Is 80 the new 15?

According to the New York Times, the ascendance of mean girls in assisted living suggests that quite a few old, gray mares are exactly what they used to be:

This phenomenon, a sort of social bullying, apparently comes as no surprise to administrators of senior apartments, assisted living facilities, nursing homes and senior centers. “What happens to mean girls? Some of them go on to become mean old ladies,” said Marsha Frankel, clinical director of senior services at Jewish Family and Children’s Services in Boston, who has led workshops (innocuously called “Creating a Caring Community”) for staff and residents.

What sort of behavior are we talking about? Ms. Frankel and Robin Bonifas, an assistant professor of social work at Arizona State who has begun research on senior bullying, described various situations:

Attempts to turn public spaces into private fiefdoms. “There’s a TV lounge meant to be used by everyone, but one person tries to monopolize it — what show is on, whether the blinds are open or shut, who can sit where,” said Dr. Bonifas. Exclusion. “Dining room issues are ubiquitous,” said Ms. Frankel. When there’s no assigned seating, a resident may loudly announce that she’s saving a seat, even if no one else is expected, to avoid someone she dislikes. In an exercise class, added Ms. Frankel, who has gathered examples from administrators at several Massachusetts facilities, “one resident told another, in a condescending way, that she was doing it all wrong and shouldn’t be allowed to take the class.”

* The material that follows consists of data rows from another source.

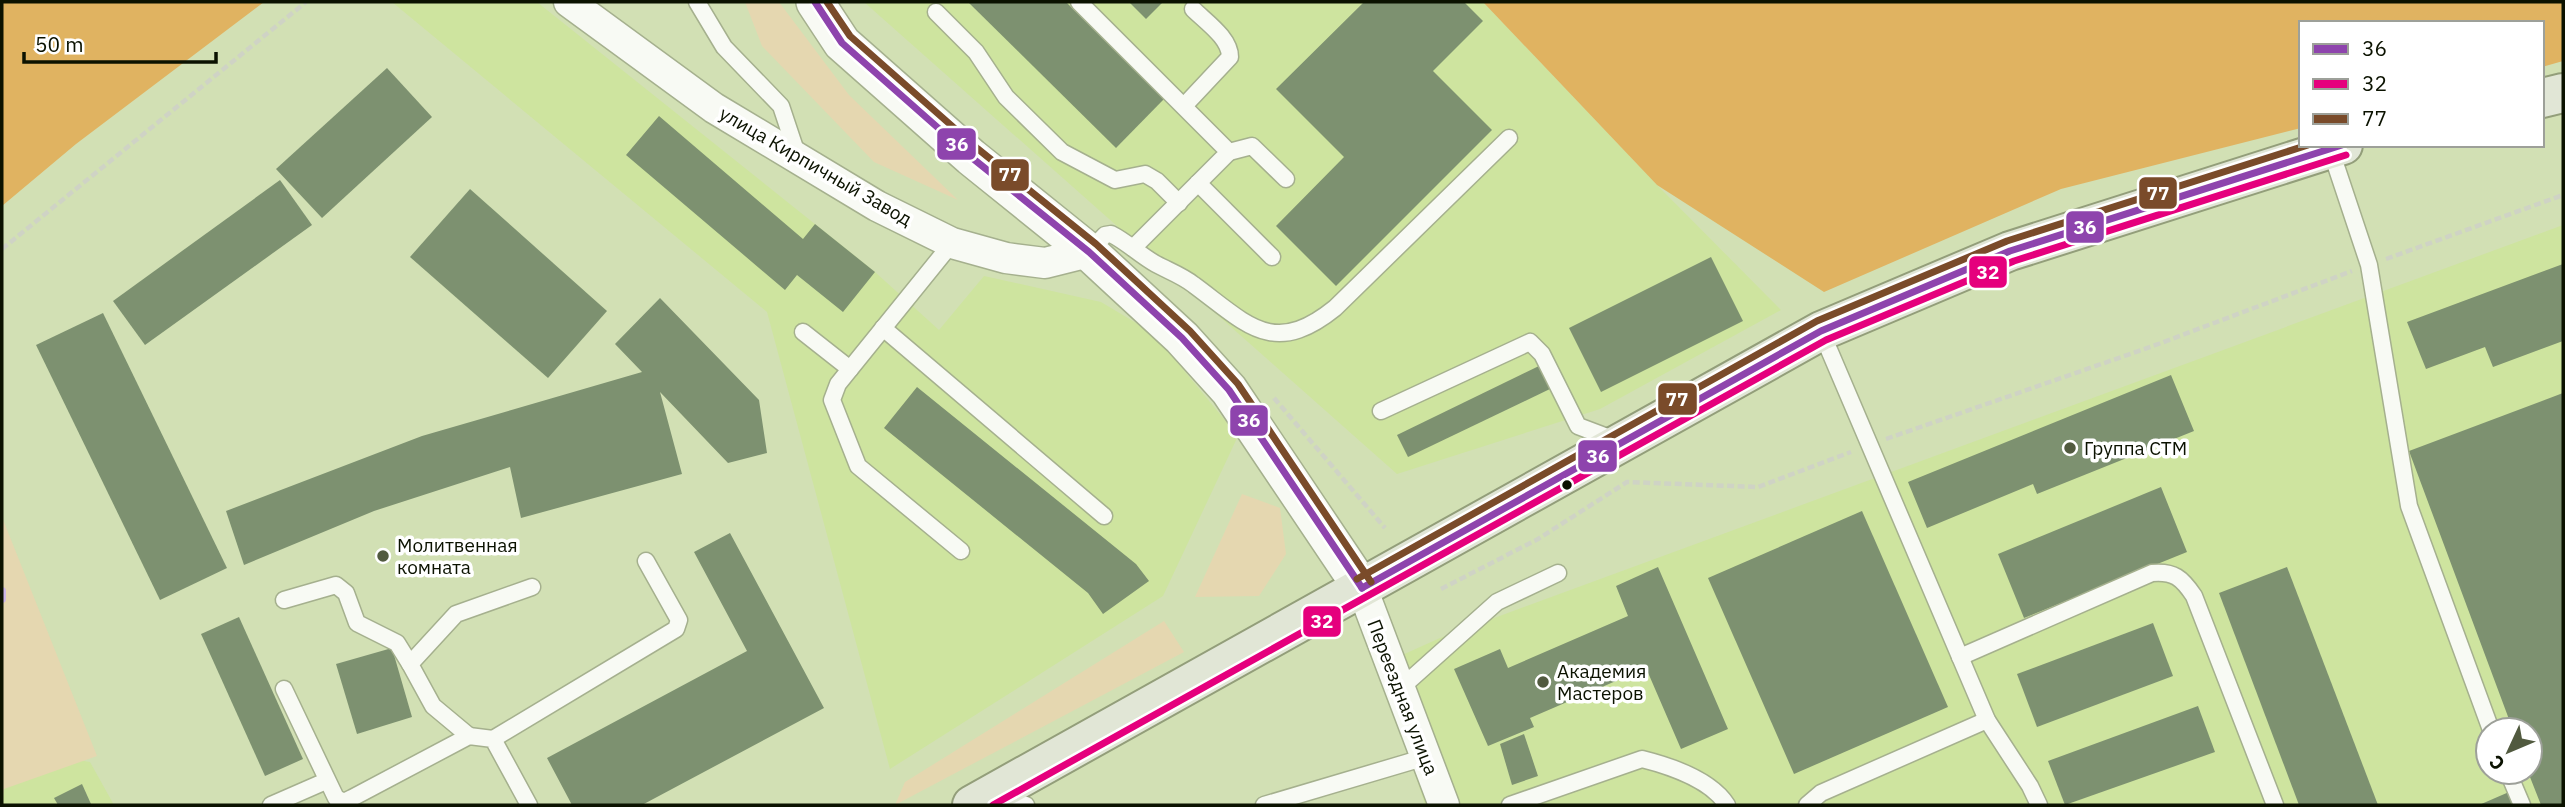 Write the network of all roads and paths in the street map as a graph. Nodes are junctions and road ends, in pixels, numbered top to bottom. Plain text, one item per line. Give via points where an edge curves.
1 (306, 2) edge
2 (569, 2) edge
3 (697, 2) edge
4 (815, 2) edge
5 (1079, 2) edge
6 (1193, 9) dead end
7 (936, 12) dead end
8 (2563, 93) edge
9 (2544, 98) edge
10 (1184, 106) junction
11 (1509, 138) dead end
12 (2336, 147) edge
13 (1229, 152) junction
14 (799, 159) junction
15 (1286, 179) dead end
16 (1198, 183) junction
17 (2563, 195) edge
18 (1179, 202) junction
19 (952, 243) junction
20 (1133, 248) junction
21 (2, 249) edge
22 (1089, 252) junction
23 (1272, 257) dead end
24 (2369, 265) junction
25 (883, 328) junction
26 (1821, 331) junction
27 (803, 332) dead end
28 (850, 369) junction
29 (1381, 411) dead end
30 (1624, 442) junction
31 (1869, 445) junction
32 (1104, 516) dead end
33 (961, 551) dead end
34 (646, 561) dead end
35 (1558, 573) dead end
36 (532, 587) dead end
37 (1362, 588) junction
38 (1441, 589) dead end
39 (284, 600) dead end
40 (1960, 657) junction
41 (410, 664) junction
42 (1402, 687) junction
43 (284, 689) dead end
44 (2486, 716) edge
45 (1987, 720) junction
46 (469, 736) junction
47 (493, 739) junction
48 (1426, 757) junction
49 (326, 781) junction
50 (2514, 786) edge
51 (1554, 789) junction
52 (997, 801) edge
53 (271, 805) edge
54 (529, 805) edge
55 (1264, 805) edge
56 (1444, 805) edge
57 (1510, 805) edge
58 (1560, 805) edge
59 (1727, 805) edge
60 (1807, 805) edge
61 (2039, 805) edge
62 (2275, 805) edge
63 (2522, 805) edge

1 - 21 path
2 - 14 street, улица Кирпичный Завод via 714,108
3 - 14 lane via 724,47 781,106
4 - 22 street via 842,43 971,158
5 - 10 lane
6 - 10 lane via 1224,40 1230,57
7 - 18 lane via 976,52 1006,97 1062,152 1115,180 1145,174
8 - 9 main road
10 - 13 lane
11 - 20 lane via 1335,308 1316,324 1294,333 1268,333 1243,322 1190,282
12 - 24 lane
12 - 26 main road via 2010,251
13 - 15 lane via 1252,146
13 - 16 lane
14 - 19 street, улица Кирпичный Завод via 877,206
16 - 18 lane
16 - 23 lane
17 - 24 path
18 - 20 lane
19 - 22 street, улица Кирпичный Завод via 1045,263
19 - 25 lane
20 - 22 lane via 1111,234
22 - 37 street via 1182,338 1229,390
24 - 31 path
24 - 44 lane via 2410,506
25 - 28 lane
25 - 32 lane
26 - 30 main road
26 - 31 lane
27 - 28 lane
28 - 33 lane via 832,400 858,467
29 - 30 lane via 1530,342 1542,354 1578,426
30 - 37 main road
31 - 38 path via 1758,487 1627,482 1538,539
31 - 40 lane
34 - 47 lane via 679,620 676,629
35 - 42 lane via 1497,602
36 - 41 lane via 456,614
37 - 42 street, Переездная улица
37 - 52 main road
39 - 41 lane via 336,585 346,593 358,624 397,643
40 - 45 lane
40 - 62 lane via 2152,573 2168,572 2182,579 2194,596
41 - 46 lane via 433,706
42 - 48 street, Переездная улица
43 - 49 lane
45 - 60 lane via 1821,793
45 - 61 lane
46 - 47 lane
46 - 49 lane via 344,802
47 - 54 lane
48 - 55 lane
48 - 56 street, Переездная улица
49 - 53 lane
50 - 63 lane
51 - 57 lane
51 - 58 lane
51 - 59 lane via 1642,759 1707,786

General nastiness. “People loudly and publicly say insulting things. ‘You’re stupid.’ ‘You don’t know what you’re talking about.’” Ms. Frankel said. In a Newton, Mass., facility she observed, a resident actually discouraged her daughter from visiting, because the daughter was obese and her mother didn’t want her subjected to disparaging gossip. Racial and ethnic differences can also set off malicious comments.

Could all this be a consequence of cognitive impairment? Sometimes, Ms. Frankel said. Dementia can lead to disinhibition, and people say things they might once merely have thought.

But social manipulation and exclusion seem to have more to do with acquiring power, a feeling of control, at a point in life when older people can feel powerless. (Adolescence is another of those points, of course.)

“Perhaps people don’t have ways to get that sense of control in healthy ways, so it’s done by dominating others,” said Dr. Bonifas, a former nursing home social worker. “It gives them a sense that they’re important.”

Some intended victims can shrug off this petty tyranny, but others suffer. They withdraw from activities and social situations, perhaps experience anxiety or depression, want to move out. “It can get pretty nasty, and these are vulnerable people,” Ms. Frankel said.

My heart goes out to these harpies. For decades, they set their own schedules, chose their own friends and indulged their own prejudices — basically, lived like free, adult human beings. Now, all of a sudden, they find themselves in a highly structured environment. Since they have minimal autonomy and minimal privacy, every single thing they do carries enormous social reprecussions.

To live that kind of life, most people have to make some sort of conscious decision: to sign enlistment papers, profess vows, join a kibbutz, commit a felony. All these poor biddies did was live too long.

I may be biased here because my grandmother was a born mean girl. My grandfather was more Trench Coat Mafia material; though a mesalliance, their marriage lasted over 60 years.

By smoking two packs a day, I’m doing my best to pre-empt any such complications at the end of my own life. If I fail, I hope my POA will pack me off to Sod-Off Acres: A Dignified Home for Surly Introverts.